Schematic diagram to illustrate plan of anatomical experiments to investigate the effects of OECs on regeneration at the dorsal root entry zone. (A) One or more lumbar dorsal roots are sectioned and one root re-anastomosed. At the same operation OECs are injected into the dorsal root and dorsal root entry zone. A loop of suture thread identifies the lesioned and re-anastomosed root. (B) Two to 6 months later, biotin dextran amine is injected into the DRG of the lesioned root. After allowing 2 weeks for transport of the tracer root, the animal is fixed by intravascular perfusion and the lumbar spinal cord sectioned, processed and examined using epifluorescence and confocal microscopy.

Fig. 8

Anatomical assessment of regeneration promoted by OECs after dorsal root lesions.

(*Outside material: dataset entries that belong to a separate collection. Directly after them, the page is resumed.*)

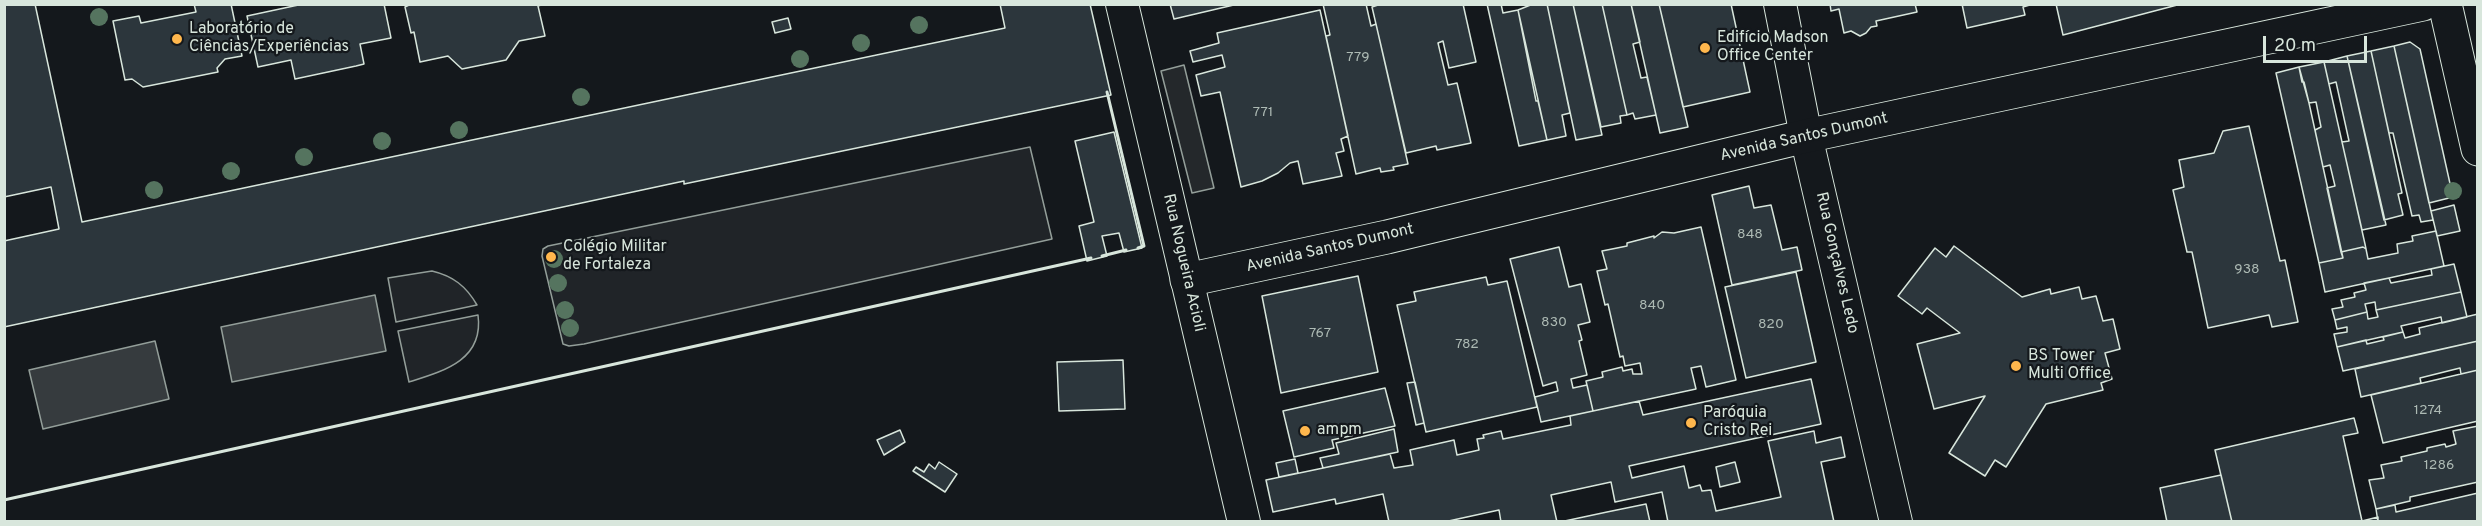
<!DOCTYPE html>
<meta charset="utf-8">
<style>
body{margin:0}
#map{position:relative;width:2482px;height:526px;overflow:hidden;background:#14181c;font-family:Overpass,sans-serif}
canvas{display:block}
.frame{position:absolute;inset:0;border:6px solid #d8e6dc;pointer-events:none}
.scale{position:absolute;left:2263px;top:36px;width:104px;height:27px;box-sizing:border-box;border:3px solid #d8e6dc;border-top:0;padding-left:8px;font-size:18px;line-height:21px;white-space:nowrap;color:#d8e6dc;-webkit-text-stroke:4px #14181c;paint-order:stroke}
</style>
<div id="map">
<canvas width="2482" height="526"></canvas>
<div class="frame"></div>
<div class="scale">20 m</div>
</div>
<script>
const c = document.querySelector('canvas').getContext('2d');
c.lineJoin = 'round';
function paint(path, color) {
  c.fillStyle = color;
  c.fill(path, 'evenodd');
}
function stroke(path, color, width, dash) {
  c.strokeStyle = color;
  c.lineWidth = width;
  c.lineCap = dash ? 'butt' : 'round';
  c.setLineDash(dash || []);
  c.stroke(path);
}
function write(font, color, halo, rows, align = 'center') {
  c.font = font + ' Overpass,sans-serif';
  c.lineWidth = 4.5;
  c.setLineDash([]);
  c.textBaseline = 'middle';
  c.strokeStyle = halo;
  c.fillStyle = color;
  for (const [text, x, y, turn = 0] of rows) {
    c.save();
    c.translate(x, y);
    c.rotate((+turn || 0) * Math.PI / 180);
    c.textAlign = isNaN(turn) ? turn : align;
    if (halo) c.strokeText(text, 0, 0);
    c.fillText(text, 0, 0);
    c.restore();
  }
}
const green = new Path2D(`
 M1030 147 1052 239 584 344 569 346 563 344 542 256 543 249 548 246Z
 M432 271C453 276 466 286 477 305L396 322 388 278Z
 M478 315C484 360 444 371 409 382L398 331Z`);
paint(green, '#202428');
stroke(green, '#939e99', 1.5);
const parking = new Path2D(`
 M1184 65 1214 188 1192 193 1161 71Z`);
paint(parking, '#24282b');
stroke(parking, '#939e99', 1.5);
const water = new Path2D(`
 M375 295 386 351 232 382 221 327Z
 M155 341 169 399 43 429 29 370Z`);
paint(water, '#363b3e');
stroke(water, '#939e99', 1.5);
const building = new Path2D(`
 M4 4H35L82 222 1005 28 1000 4H1090L1111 95 684 184V181L4 327V241L59 229 51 187 4 197Z
 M194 4H231L242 56 225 59 217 68 218 72 143 87 132 79 125 80 113 21 139 16 141 23 196 12Z
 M303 4H384L391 38 360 44 364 64 356 66 295 79 291 60 258 67 247 16Z
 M544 4 538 6 545 36 519 41 506 60 462 69 448 56 420 62 414 32 411 33 405 7 411 4Z
 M1170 4H1238L1174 19Z
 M1323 4H1366L1371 26 1376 24 1408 164 1393 167 1394 170 1381 172 1380 168 1356 174 1326 36 1330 35Z
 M1381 4H1463L1476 62 1449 68 1443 41 1438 43 1448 85 1457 83 1471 143 1437 150 1436 146 1406 153 1372 7Z
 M1487 4H1501L1503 13 1518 10 1536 101H1538L1547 140 1519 146Z
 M1533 4H1547L1570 113 1562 115 1566 136 1547 140 1518 10Z
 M1547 4H1573L1602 135 1576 140Z
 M1573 4H1602L1627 115 1620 116 1621 123 1601 127Z
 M1602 4H1631L1640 42 1633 44 1641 78 1647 77 1656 115 1635 119 1633 113 1627 115Z
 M1631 4H1659L1688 127 1660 133Z
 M1659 4H1731L1750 92 1683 107Z
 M1830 4H1915L1917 12 1876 21 1877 26 1871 27 1866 33 1860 36 1851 31 1844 33 1839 9 1831 11Z
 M1962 4H2033L2023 7 2025 15 1967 28Z
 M2056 4H2181L2063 35Z
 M1320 10 1348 136 1341 139 1344 151 1336 153 1342 176 1303 184 1298 161 1290 163 1278 173 1262 181 1241 187 1220 92 1201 96 1196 75 1225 67 1222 55 1193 62 1190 51 1219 43 1217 33Z
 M788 18 791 29 775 33 772 22Z
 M2410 42 2420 49 2453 197 2429 203 2394 46Z
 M2394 46 2433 220 2421 222 2419 215 2412 216 2393 133H2389L2371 51Z
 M2371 51 2402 193 2398 194 2403 215 2384 220 2347 56Z
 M2347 56 2386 225 2362 230 2342 142 2349 141 2336 82 2329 84 2324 62Z
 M2324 62 2365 244 2366 249 2363 247 2341 252 2327 188 2335 186 2330 165 2323 167 2315 130 2321 127 2316 102 2309 103 2304 82H2302L2299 67Z
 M2299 67 2309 103 2343 258 2319 263 2276 73Z
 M2249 126 2280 261 2285 260 2298 322 2272 327 2269 315 2208 328 2192 252H2187L2173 190 2184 187 2179 160 2214 153 2223 131Z
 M1114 132 1142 248 1124 252 1119 233 1102 236 1107 256 1087 261 1079 226 1094 222 1075 141Z
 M1749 186 1754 208 1771 205 1782 250 1797 247 1802 270 1732 285 1712 195Z
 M2454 205 2460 231 2437 236 2431 211Z
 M1701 227 1736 380 1706 387 1701 366 1691 368 1696 389 1593 411 1586 381 1603 377 1602 372 1622 367 1623 371 1632 369 1633 374H1642L1640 363 1625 366 1623 356 1620 357 1608 304 1605 305 1597 271 1607 269 1602 251 1627 246V243L1654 236V238L1662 232 1674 233Z
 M2436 231 2444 266 2325 292 2319 263 2343 258 2341 252 2363 247 2366 249 2368 259 2398 253 2397 244 2413 241 2412 236Z
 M1954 246 2022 297 2050 289 2051 294 2079 287 2082 299 2096 296 2103 321 2113 319 2120 349 2105 353 2112 379 2101 383 2103 390 2046 404 2006 467 1995 460 1985 476 1949 453 1985 396 1934 409 1917 344 1960 333 1927 308 1922 314 1898 296 1935 248 1946 257Z
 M1559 247 1569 287 1581 284 1590 322 1578 325 1582 340 1579 341 1587 375 1571 379 1573 388 1587 385 1593 411 1541 422 1535 397 1558 391 1556 382 1543 386 1510 259Z
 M2454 264 2461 292 2376 310 2375 302 2365 304 2367 312 2335 320 2332 309 2343 307 2341 300 2355 297 2354 293 2366 290 2364 283 2389 278 2391 283 2432 275 2431 269Z
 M1796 272 1816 362 1746 378 1725 287Z
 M1358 276 1378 372 1281 393 1262 296Z
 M1486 277 1488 285 1507 281 1537 407 1426 432 1397 305 1416 301 1414 292Z
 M2461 292 2467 317 2442 323 2441 317 2401 326 2403 332 2337 347 2334 334 2347 332V327L2337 329 2335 320 2367 312 2368 319 2378 317 2376 310Z
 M2478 314V341L2343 371 2337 347 2366 340 2367 344 2384 340 2383 337 2403 332 2405 338 2420 334 2419 328Z
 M2478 341V370L2461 374 2460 368 2420 378 2421 383 2361 397 2355 369Z
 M1123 360 1125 409 1059 411 1057 362Z
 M2478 370V421L2383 443 2371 395Z
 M1811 379 1821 424 1629 466 1632 478 1684 466 1689 488 1700 485 1702 491 1711 490 1716 511 1781 497 1768 441 1814 431 1816 443 1841 437 1845 457 1821 462 1834 522H1668L1662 492 1615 502 1611 482 1551 495 1557 522H1501L1499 510 1444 522H1389L1383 494 1336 504 1335 499 1273 512 1266 480 1390 454 1394 468 1413 465 1410 450 1454 440 1457 455 1479 450 1477 439 1484 438 1483 435 1501 431 1503 439 1571 425 1570 416 1639 401 1643 415Z
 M1415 382 1424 423 1416 425 1407 383Z
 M1385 388 1395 426 1332 440 1334 448 1294 457 1283 411Z
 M2354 418 2358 433 2343 436 2362 521 2378 517V522H2232L2215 450Z
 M2478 426V482L2410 497V501L2376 509 2369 480 2384 478 2381 465 2402 461 2401 457 2427 451V448L2445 444 2446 447 2456 444 2453 431Z
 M1394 429 1398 452 1323 468 1320 458 1339 454 1336 443Z
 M900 430 905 442 884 455 877 440Z
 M1295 459 1298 473 1279 477 1276 463Z
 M939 462 957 474 945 492 913 471 916 467 924 472 929 464 935 469Z
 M1735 462 1740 482 1720 487 1716 467Z
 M2221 475 2232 522H2167L2160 488Z
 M2478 493V522H2378L2376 509 2395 505 2396 512Z
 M1646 504 1650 522H1560L1607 512Z`);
paint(building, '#2c363c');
stroke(building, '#d8e6dc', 1.5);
const street = new Path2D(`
 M1122 4 1244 522
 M1780 4 1806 136 1896 522`);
const secondary = new Path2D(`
 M2445 4 2478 149`);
const primary = new Path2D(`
 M1187 280 1387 237 1806 136 2423 4`);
stroke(street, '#d8e6dc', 34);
stroke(secondary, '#d8e6dc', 35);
stroke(primary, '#d8e6dc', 35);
stroke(street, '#14181c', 32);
stroke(secondary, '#14181c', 33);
stroke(primary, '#14181c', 33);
stroke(new Path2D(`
 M1107 92 1144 246 1138 248
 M1102 256 1126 250
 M4 500 1091 258`), '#d8e6dc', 3);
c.fillStyle = '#55745f';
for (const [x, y] of [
 [99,17],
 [919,25],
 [861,43],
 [800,59],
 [581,97],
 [459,130],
 [382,141],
 [304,157],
 [231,171],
 [154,190],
 [2453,191],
 [554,259],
 [558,283],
 [565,310],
 [570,328]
]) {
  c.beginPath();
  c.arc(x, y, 9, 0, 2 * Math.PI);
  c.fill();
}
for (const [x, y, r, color] of [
 [177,39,6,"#ffb74d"],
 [1705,48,6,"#ffb74d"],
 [551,257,6,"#ffb74d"],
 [2016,366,6,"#ffb74d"],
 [1691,423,6,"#ffb74d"],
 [1305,431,6,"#ffb74d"]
]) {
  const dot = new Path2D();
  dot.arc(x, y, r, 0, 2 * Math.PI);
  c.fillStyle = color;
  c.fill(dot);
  stroke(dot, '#14181c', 2);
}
write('14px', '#adbab4', null, [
 ["779",1358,58],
 ["771",1263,113],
 ["848",1750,235],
 ["938",2247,270],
 ["840",1652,306],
 ["830",1554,323],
 ["820",1771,325],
 ["767",1320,334],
 ["782",1467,345],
 ["1274",2428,411],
 ["1286",2439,466]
]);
write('16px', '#d8e6dc', '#14181c', [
 ["Laboratório de",189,30],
 ["Ciências/Experiências",189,48],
 ["Edifício Madson",1717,39],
 ["Office Center",1717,57],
 ["Colégio Militar",563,248],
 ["de Fortaleza",563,266],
 ["BS Tower",2028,357],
 ["Multi Office",2028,375],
 ["Paróquia",1703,414],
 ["Cristo Rei",1703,432],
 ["ampm",1317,431]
], 'left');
write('16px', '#d8e6dc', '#14181c', [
 ["Avenida Santos Dumont",1804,138,-13],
 ["Avenida Santos Dumont",1330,249,-13],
 ["Rua Nogueira Acioli",1183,263,77],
 ["Rua Gonçalves Ledo",1836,263,77]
]);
</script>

Confocal microscope images of transverse sections from the spinal cord of animals in which BDA was injected into the DRG. (A) Normal animal; note extensive labelling of fibres in the dorsal root, dorsal columns and of axon collaterals throughout the dorsal horn. (B) Non-injected control animal; BDA-labelled afferents can be seen to have regenerated through the peripheral dorsal root environment to the dorsal root entry zone but do not pass centrally. (C) Control animal injected with medium: note the BDA-labelled afferent fibre that has entered the spinal cord (arrow). (D) Animal transplanted with OECs; note the labelled afferents that have entered the spinal cord and regenerated as far as the superficial laminae (arrows). DR, dorsal root; DC, dorsal columns; DH, dorsal horn; II, lamina II; III, lamina III. Scale bars = 100 μm.